A retrospective study of 76 critical COVID-19 patients in Wuhan found that thymalfasin (thymosin alpha-1) reduced mortality from 30% to 11% and restored CD4+ and CD8+ T cell counts faster than standard care. However, this was non-randomized and tested during acute illness, not long COVID. Ta1 is approved for hepatitis B in over 30 countries and has decades of safety data, but its efficacy for long COVID specifically has not been tested in a controlled trial.

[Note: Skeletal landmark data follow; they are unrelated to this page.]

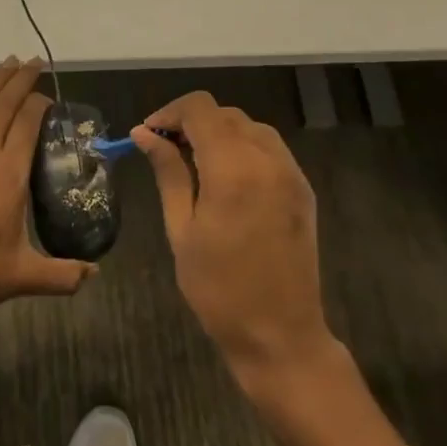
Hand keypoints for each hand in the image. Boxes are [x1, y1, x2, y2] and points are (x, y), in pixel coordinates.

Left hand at [0, 59, 95, 318]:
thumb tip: (94, 275)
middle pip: (4, 108)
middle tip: (35, 61)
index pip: (28, 124)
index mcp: (9, 174)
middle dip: (21, 81)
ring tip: (6, 63)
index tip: (51, 97)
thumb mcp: (24, 276)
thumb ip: (62, 276)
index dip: (40, 104)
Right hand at [136, 93, 331, 383]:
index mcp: (233, 168)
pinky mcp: (302, 188)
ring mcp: (290, 172)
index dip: (169, 112)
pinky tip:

Does BPC-157 help with long COVID?

There is no published clinical or preclinical evidence testing BPC-157 for long COVID or any post-viral syndrome. The peptide has tissue-protective and anti-inflammatory effects in animal models of gut and musculoskeletal injury, which are theoretically relevant to some long COVID symptoms. But theory without data is not evidence, and BPC-157 has not completed any Phase 2 or Phase 3 trial for any indication.

Is there a clinical trial for peptide therapy in long COVID?

As of early 2026, no registered clinical trial specifically tests a peptide therapeutic for long COVID. The RECOVER consortium has established infrastructure for long COVID trials with validated outcome measures and biomarker endpoints. A rigorous peptide trial would need immunological phenotyping, biomarker-driven endpoints, and 200-400 participants per arm given the heterogeneity of the condition.

Can LL-37 kill SARS-CoV-2?

LL-37 demonstrated direct antiviral activity against SARS-CoV-2 in cell culture by interfering with spike protein-ACE2 binding and destabilizing the viral envelope. However, the concentrations needed (5-20 uM) exceed physiological tissue levels. LL-37 also degrades rapidly in plasma and cannot cross the blood-brain barrier. No clinical trial has tested LL-37 for COVID-19 or long COVID.